John M. Barone v. Wells Fargo Bank, N.A.

709 F. App'x 943
CourtCourt of Appeals for the Eleventh Circuit
DecidedSeptember 21, 2017
Docket16-16079 Non-Argument Calendar
StatusUnpublished
Cited by10 cases

This text of 709 F. App'x 943 (John M. Barone v. Wells Fargo Bank, N.A.) is published on Counsel Stack Legal Research, covering Court of Appeals for the Eleventh Circuit primary law. Counsel Stack provides free access to over 12 million legal documents including statutes, case law, regulations, and constitutions.

Bluebook
John M. Barone v. Wells Fargo Bank, N.A., 709 F. App'x 943 (11th Cir. 2017).

Opinion

PER CURIAM:

John M. Barone, proceeding pro se, appeals the district court’s dismissal of his complaint alleging various wrongful acts by Wells Fargo Bank, N.A. (‘Wells Fargo”), after it acquired Barone’s mortgage in 2008. The district court dismissed his complaint for lack of subject-matter jurisdiction under the Rooker-Feldman 1 doctrine, concluding that Barone was, in essence, seeking to challenge the underlying state foreclosure judgment that Well Fargo obtained in October 2013. In the alternative, the court abstained from exercising jurisdiction, under both the Younger 2 and Colorado River 3 abstention doctrines, in light of a parallel state case that Barone filed against Well Fargo six months before bringing suit in federal court. Barone maintains that not one of these doctrines applies and that the court erred in dismissing his suit.

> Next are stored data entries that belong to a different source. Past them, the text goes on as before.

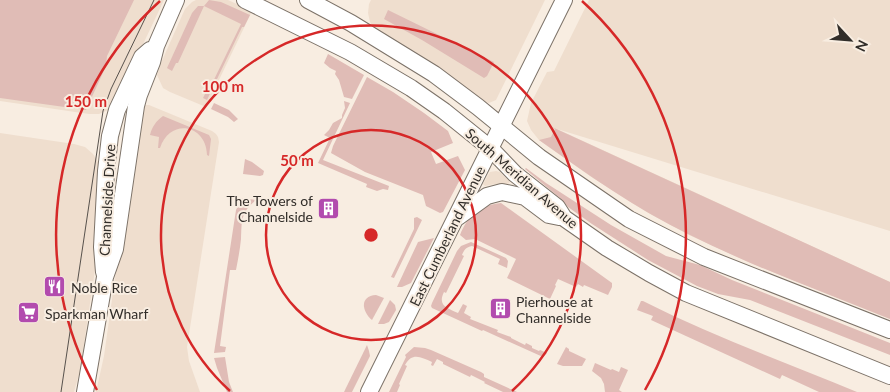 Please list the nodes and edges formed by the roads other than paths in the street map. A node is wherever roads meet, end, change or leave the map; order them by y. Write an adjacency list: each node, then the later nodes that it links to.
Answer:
1 (176, 0): 5 (main road, Channelside Drive)
2 (245, 0): 8 (main road, South Meridian Avenue)
3 (308, 0): 6 (main road, South Meridian Avenue)
4 (564, 0): 6 (main road, East Cumberland Avenue)
5 (156, 46): 7 (main road, Channelside Drive); 11 (main road, Channelside Drive)
6 (500, 125): 8 (main road, East Cumberland Avenue); 13 (main road, South Meridian Avenue)
7 (110, 136): 11 (main road); 12 (main road, Channelside Drive)
8 (490, 148): 9 (main road, South Meridian Avenue); 10 (main road, East Cumberland Avenue)
9 (564, 218): 10 (main road); 14 (main road, South Meridian Avenue)
10 (454, 220): 16 (main road, East Cumberland Avenue)
11 (119, 226): 12 (main road, Channelside Drive)
12 (105, 276): 15 (main road, Channelside Drive)
13 (890, 330)
14 (890, 376)
15 (86, 392)
16 (369, 392) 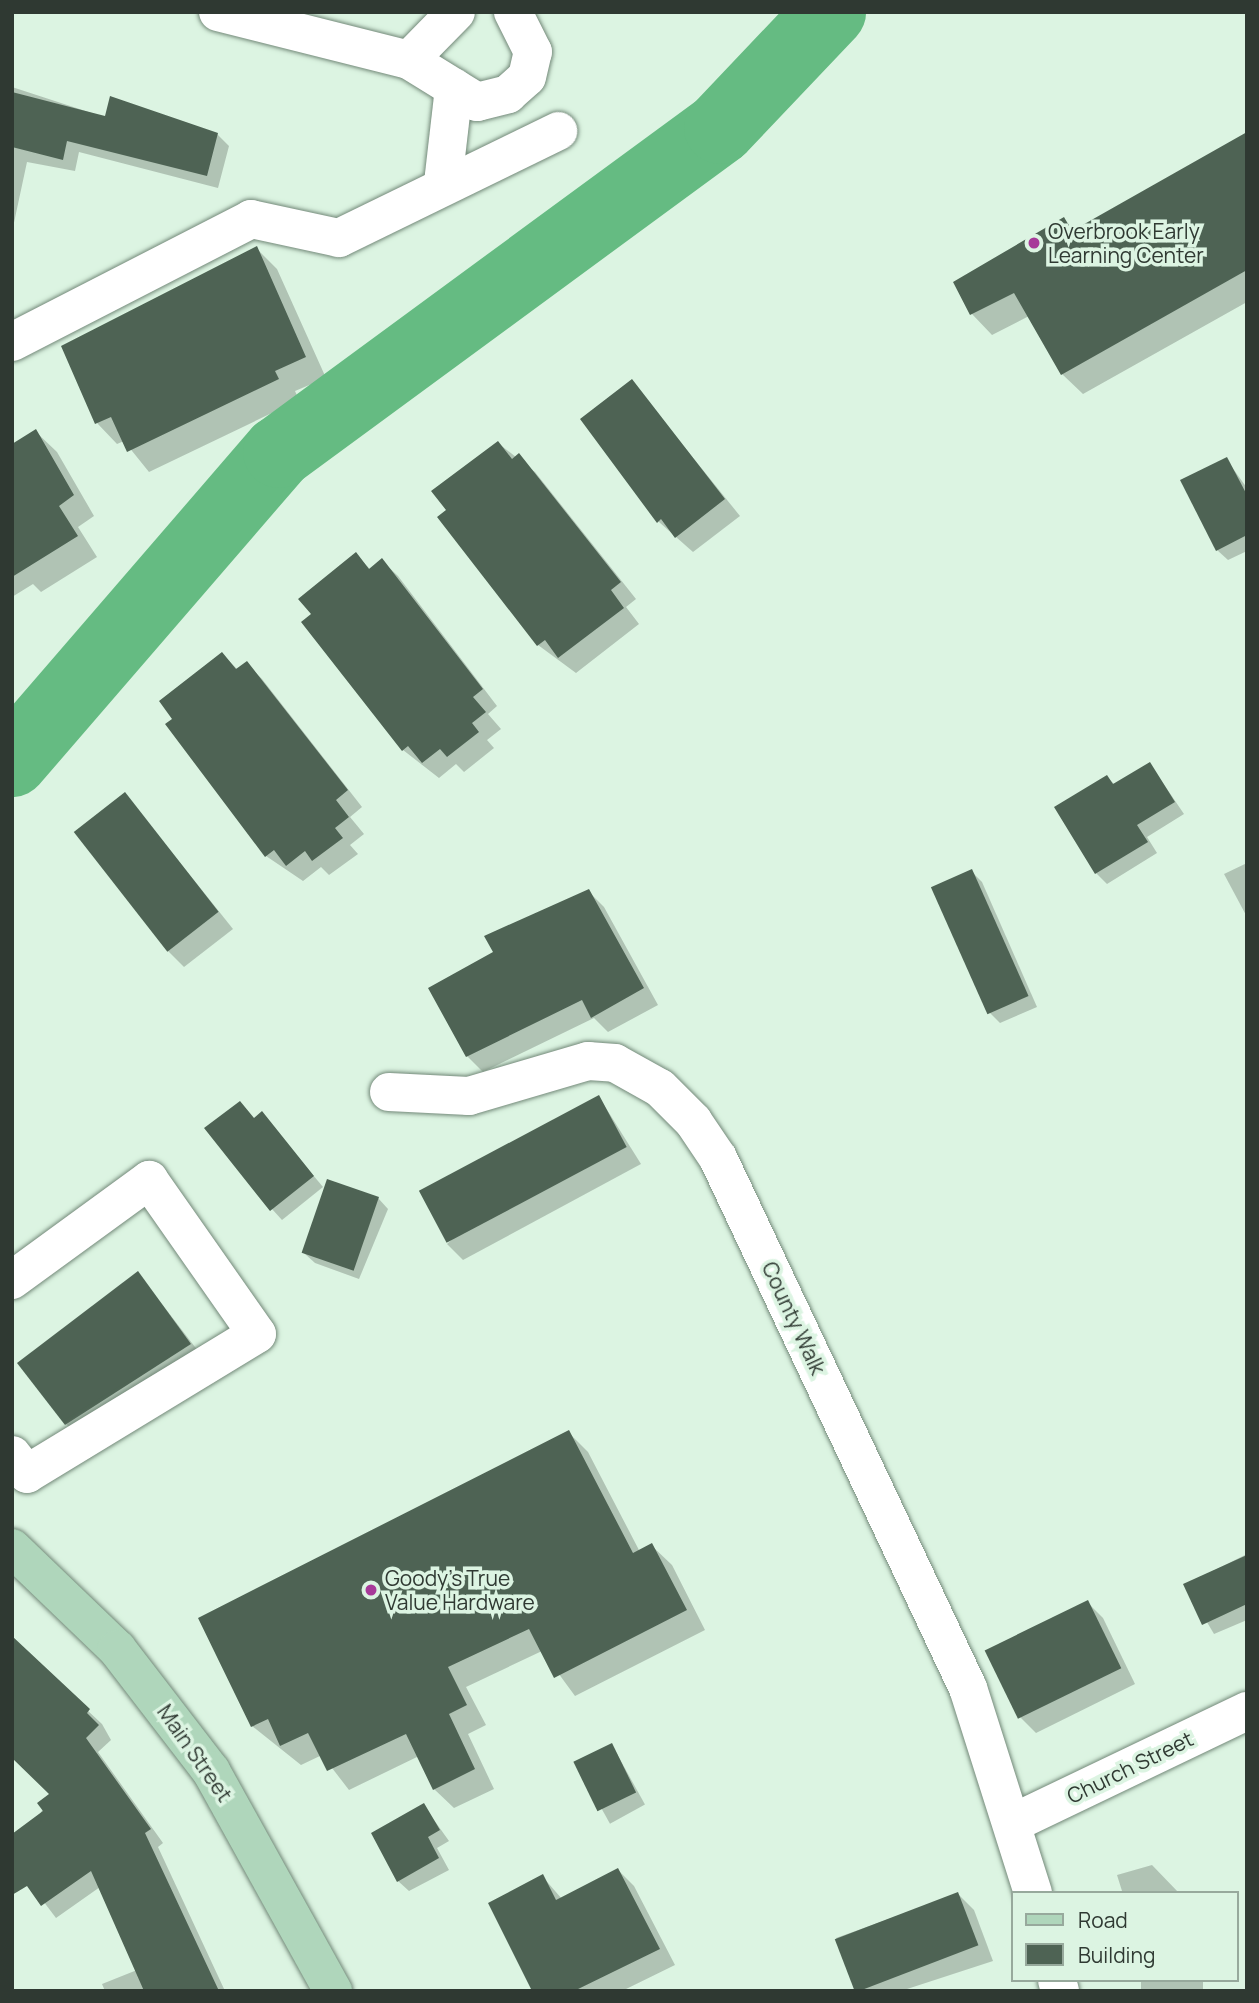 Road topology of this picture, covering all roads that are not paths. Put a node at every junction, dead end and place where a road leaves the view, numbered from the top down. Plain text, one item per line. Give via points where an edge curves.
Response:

After careful review, we agree with Bar-one that the district court had subject-matter jurisdiction over at least some of his claims and that no “exceptional” circumstances warranted abstention. But Wells Fargo is correct that Barone’s complaint violated Rule 8, Fed. R. Civ. P., and was subject to dismissal without prejudice on that basis. We therefore remand this case with instructions to allow Barone to replead his claims with greater clarity and in compliance with the Federal Rules of Civil Procedure.

I.

Barone initiated this lawsuit against Wells Fargo in May 2016 in the United States District Court for the Southern District of Florida by filing a 171-page complaint and 165 pages of exhibits. Barone’s 811-paragraph complaint contains approximately thirteen 13 counts 4 and covers events both before and after Wells Fargo obtained a state-court foreclosure judgment in 2013.

Barone’s allegations reflect that Wells Fargo took over Barone and his wife’s (the “Barones”) mortgage in 2008, when Wells Fargo acquired Wachovia. At some point between then and 2011, when Wells Fargo filed the foreclosure suit, the Barones began having trouble making mortgage payments because of a downturn in business and his wife’s serious medical issues. To try to lower their monthly payment, the Barones applied for a loan modification under the Home Affordable Modification Program (“HAMP”), for which Barone asserts they were eligible. At Wells Fargo’s instruction, they stopped making mortgage payments in order to be considered for the loan modification.

Those efforts at modification appear to have been unsuccessful, however. The state foreclosure proceeding ended in a Consent Final Judgment of Foreclosure in October 2013. The Barones were represented by counsel in the foreclosure proceeding.

After the 2013 foreclosure judgment, the Barones continued to seek a loan modification and other forms of foreclosure relief from Wells Fargo. Barone alleged that, despite the Barones’ eligibility, Wells Fargo again denied modification under HAMP and instead offered less favorable modification terms.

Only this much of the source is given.